**What is required:**
The records below are to be output exactly, except for their pictures.

-- Information shown follows --

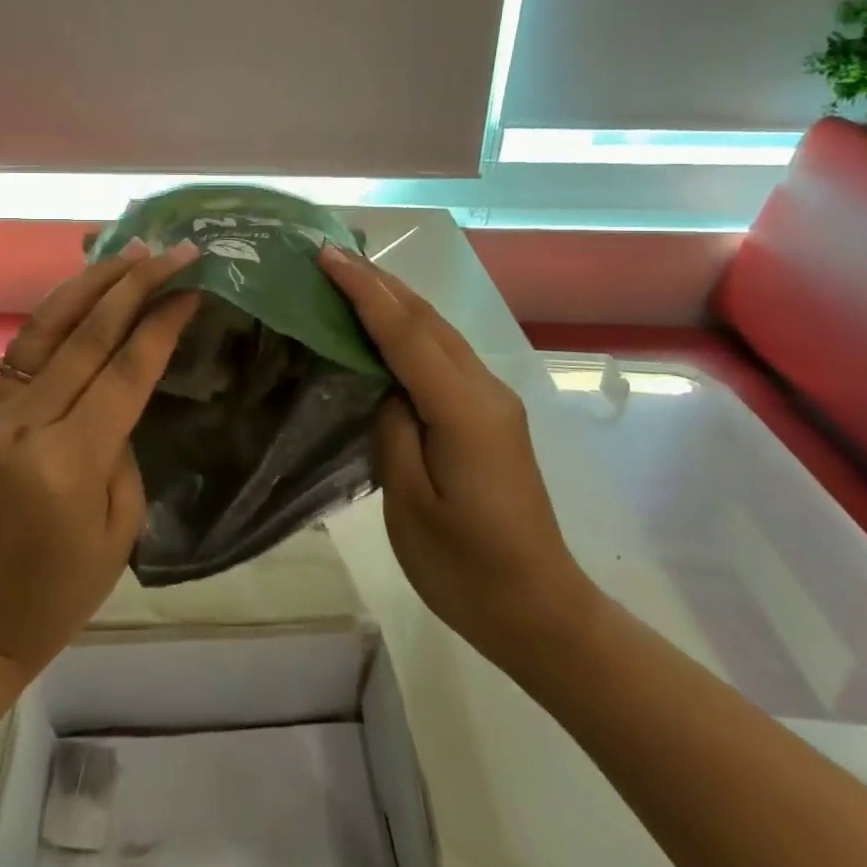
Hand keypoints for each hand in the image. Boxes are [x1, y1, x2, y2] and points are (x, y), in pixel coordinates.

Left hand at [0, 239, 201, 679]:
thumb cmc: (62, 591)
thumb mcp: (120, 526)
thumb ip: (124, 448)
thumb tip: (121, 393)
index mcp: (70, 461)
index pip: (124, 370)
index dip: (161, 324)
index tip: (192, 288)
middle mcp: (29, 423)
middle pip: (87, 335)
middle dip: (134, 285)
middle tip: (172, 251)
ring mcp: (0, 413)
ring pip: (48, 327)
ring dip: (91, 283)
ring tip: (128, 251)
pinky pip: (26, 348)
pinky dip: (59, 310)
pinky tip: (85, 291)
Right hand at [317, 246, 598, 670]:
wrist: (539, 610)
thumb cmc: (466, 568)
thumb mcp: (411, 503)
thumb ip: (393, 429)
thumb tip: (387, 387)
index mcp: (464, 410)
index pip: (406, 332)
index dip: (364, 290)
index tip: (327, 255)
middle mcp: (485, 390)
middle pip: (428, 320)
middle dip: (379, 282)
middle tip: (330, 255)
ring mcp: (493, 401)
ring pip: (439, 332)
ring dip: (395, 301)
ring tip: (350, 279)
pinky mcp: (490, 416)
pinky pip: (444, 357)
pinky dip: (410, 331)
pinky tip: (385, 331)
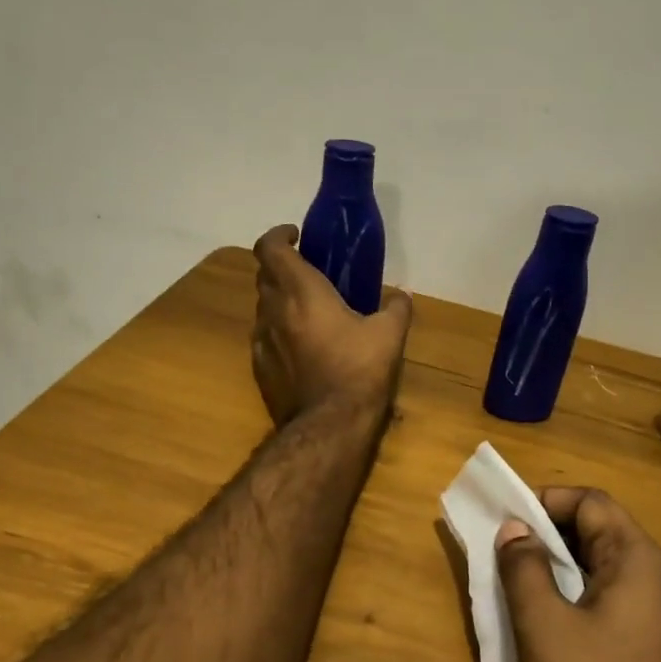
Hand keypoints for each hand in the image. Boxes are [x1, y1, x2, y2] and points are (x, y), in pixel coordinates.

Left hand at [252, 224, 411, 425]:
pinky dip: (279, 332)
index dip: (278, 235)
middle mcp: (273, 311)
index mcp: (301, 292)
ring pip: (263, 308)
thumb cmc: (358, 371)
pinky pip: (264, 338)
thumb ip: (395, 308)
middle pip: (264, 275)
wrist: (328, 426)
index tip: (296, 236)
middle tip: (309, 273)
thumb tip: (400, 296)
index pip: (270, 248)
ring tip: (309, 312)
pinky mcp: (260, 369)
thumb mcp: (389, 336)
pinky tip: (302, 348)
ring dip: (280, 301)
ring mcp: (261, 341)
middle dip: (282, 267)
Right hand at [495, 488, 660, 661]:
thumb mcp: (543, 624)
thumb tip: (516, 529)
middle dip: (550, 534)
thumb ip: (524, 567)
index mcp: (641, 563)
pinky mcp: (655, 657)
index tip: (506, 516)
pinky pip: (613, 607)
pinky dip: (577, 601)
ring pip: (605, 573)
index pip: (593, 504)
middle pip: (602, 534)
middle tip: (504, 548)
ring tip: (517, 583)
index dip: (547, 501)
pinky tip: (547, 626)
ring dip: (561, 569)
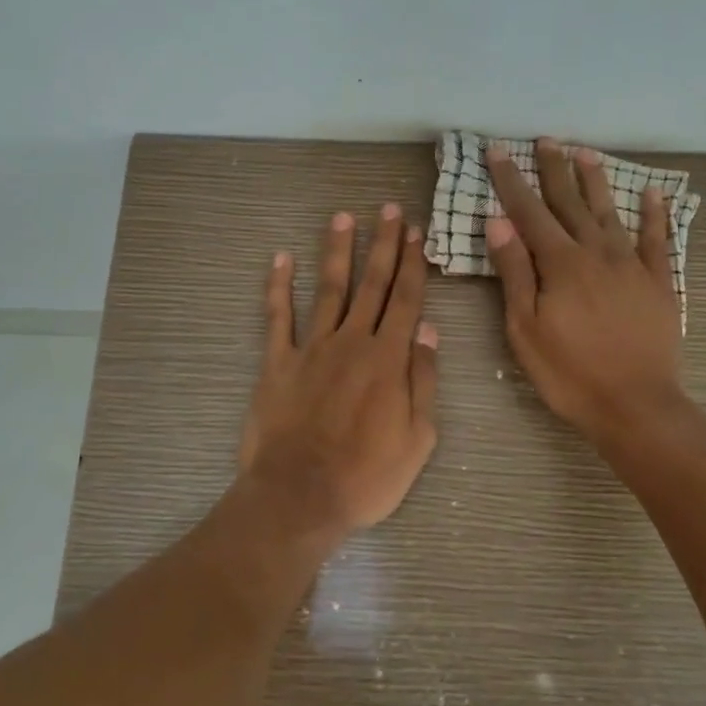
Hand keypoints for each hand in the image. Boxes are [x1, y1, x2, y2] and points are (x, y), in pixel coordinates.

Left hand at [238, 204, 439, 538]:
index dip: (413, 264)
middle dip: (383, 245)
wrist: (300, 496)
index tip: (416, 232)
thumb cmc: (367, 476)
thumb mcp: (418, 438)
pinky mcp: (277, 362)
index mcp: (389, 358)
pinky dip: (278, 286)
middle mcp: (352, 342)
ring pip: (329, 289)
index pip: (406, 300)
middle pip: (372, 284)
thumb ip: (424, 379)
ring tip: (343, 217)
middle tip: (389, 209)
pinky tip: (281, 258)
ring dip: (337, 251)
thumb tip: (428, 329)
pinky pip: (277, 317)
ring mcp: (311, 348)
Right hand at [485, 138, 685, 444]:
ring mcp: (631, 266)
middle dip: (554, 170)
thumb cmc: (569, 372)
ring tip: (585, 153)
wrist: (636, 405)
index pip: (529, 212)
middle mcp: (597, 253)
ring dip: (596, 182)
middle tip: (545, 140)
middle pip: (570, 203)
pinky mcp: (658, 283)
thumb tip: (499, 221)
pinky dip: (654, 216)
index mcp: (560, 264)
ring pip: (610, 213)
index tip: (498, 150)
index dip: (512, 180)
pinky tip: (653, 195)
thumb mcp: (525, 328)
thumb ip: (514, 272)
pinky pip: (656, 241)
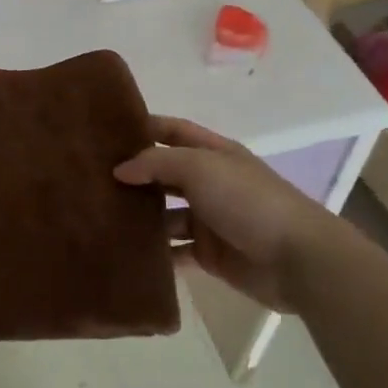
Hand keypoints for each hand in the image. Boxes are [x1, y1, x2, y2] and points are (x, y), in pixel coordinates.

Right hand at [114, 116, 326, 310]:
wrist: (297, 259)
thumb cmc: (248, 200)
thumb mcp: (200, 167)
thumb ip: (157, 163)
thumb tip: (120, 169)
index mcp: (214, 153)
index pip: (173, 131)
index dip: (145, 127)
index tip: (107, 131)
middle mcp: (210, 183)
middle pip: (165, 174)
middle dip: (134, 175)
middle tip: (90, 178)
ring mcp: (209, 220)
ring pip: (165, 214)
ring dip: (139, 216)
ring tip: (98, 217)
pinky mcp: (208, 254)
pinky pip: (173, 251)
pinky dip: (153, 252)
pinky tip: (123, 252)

-- Information shown concluded --

**The completed task:**
Hand keypoints for each hand in the image. Boxes are [x1, y1, x2, y2] and points are (x, y), in pixel coordinates.

Left hand at [0, 239, 201, 679]:
thumb cmc: (62, 591)
thumb mcp: (120, 526)
thumb ip: (124, 448)
thumb tip: (121, 393)
index mcp: (70, 461)
index pip: (124, 370)
index dip: (161, 324)
index tip: (192, 288)
middle mcp: (29, 423)
middle pip: (87, 335)
middle dip: (134, 285)
middle tip: (172, 251)
ring mcp: (0, 413)
ring pip: (48, 327)
ring dip: (91, 283)
ring tip: (128, 251)
pinky pip: (26, 348)
pinky dip: (59, 310)
pinky tip: (85, 291)
Right hand at [317, 246, 598, 670]:
wrist: (539, 610)
thumb cmc: (466, 568)
thumb mcp: (411, 503)
thumb ip: (393, 429)
thumb tip: (387, 387)
index mcp: (464, 410)
index pip: (406, 332)
index dip: (364, 290)
index tip: (327, 255)
middle mcp: (485, 390)
middle pip: (428, 320)
middle dip: (379, 282)
middle tip: (330, 255)
ring mcp: (493, 401)
ring pip: (439, 332)
ring dip: (395, 301)
ring tip: (350, 279)
pinky mcp: (490, 416)
pinky pip: (444, 357)
pinky dip: (410, 331)
pinky tip: (385, 331)
Hand keypoints for each hand in the image. Boxes are [x1, y1, x2, y2] and points are (x, y), in pixel coordinates.

Left hand at [252, 224, 411, 425]:
pinky dip: (279, 332)
index dip: (278, 235)
middle mcp: (273, 311)
index mcp: (301, 292)
ring pip: (263, 308)
thumb cmc: (358, 371)
pinky pip: (264, 338)
thumb ip: (395, 308)
middle pip: (264, 275)
wrist: (328, 426)
index tip: (296, 236)
middle tip: (309, 273)
thumb tip: (400, 296)
index pip: (270, 248)
ring tip: (309, 312)
pinky mcp: (260, 369)
thumb mcp: (389, 336)
pinky tip: (302, 348)
ring dip: (280, 301)
ring mcp: (261, 341)
middle dip: (282, 267)
Right hand at [495, 488, 660, 661]:
thumb mcp: (543, 624)
thumb tip: (516, 529)
middle dip: (550, 534)
thumb ip: (524, 567)
index mcp: (641, 563)
pinky mcp: (655, 657)
index tip: (506, 516)
pinky pip: (613, 607)
pinky dip: (577, 601)
ring pip: (605, 573)
index pip: (593, 504)
middle pip: (602, 534)
middle tip: (504, 548)
ring tip: (517, 583)
index dip: (547, 501)
pinky tip: (547, 626)
ring dip: (561, 569)
Hand keypoints for each hand in the image. Boxes are [x1, y1, x2, y2] and points are (x, y), in pixel coordinates.

Left hand at [238, 204, 439, 538]:
index dip: (413, 264)
middle dip: (383, 245)
wrist: (300, 496)
index tip: (416, 232)
thumb cmc: (367, 476)
thumb mcp: (418, 438)
pinky mcp: (277, 362)
index mcp: (389, 358)
pinky dip: (278, 286)
middle mcp: (352, 342)
ring pip: (329, 289)
index pip: (406, 300)
middle pip: (372, 284)
thumb ip: (424, 379)
ring tip: (343, 217)
middle tip: (389, 209)
pinky tip: (281, 258)
ring dip: (337, 251)
thumb tip: (428, 329)
pinky pip: (277, 317)
ring mcp: (311, 348)
Right hand at [485, 138, 685, 444]:
ring mcp: (631, 266)
middle dip: (554, 170)
thumb cmc: (569, 372)
ring tip: (585, 153)
wrist: (636, 405)
index pip: (529, 212)
middle mcp: (597, 253)
ring dip: (596, 182)
middle tip: (545, 140)
middle pip: (570, 203)
pinky mcp: (658, 283)
thumb tip: (499, 221)
pinky dip: (654, 216)
index mcp: (560, 264)
ring pip: (610, 213)
index tip: (498, 150)
index dip: (512, 180)
pinky tip: (653, 195)
thumb mcp: (525, 328)
thumb ip: (514, 272)
pinky pip: (656, 241)
Hand keypoints for each hand in the image. Boxes are [x1, y1, x2, y2] and points are (x, y), in pixel coordinates.

Right hand at [114, 116, 326, 310]:
wrist: (297, 259)
thumb cmc: (248, 200)
thumb mcp: (200, 167)
thumb ip: (157, 163)
thumb tip: (120, 169)
index mcp: (214, 153)
index pip: (173, 131)
index dip: (145, 127)
index tip: (107, 131)
middle mcp: (210, 183)
middle pip: (165, 174)
middle dip: (134, 175)
middle tip: (90, 178)
ring mcp: (209, 220)
ring pip: (165, 214)
ring dip: (139, 216)
ring tip: (98, 217)
pinky mcp: (208, 254)
pinky pip: (173, 251)
pinky dip: (153, 252)
pinky tip: (123, 252)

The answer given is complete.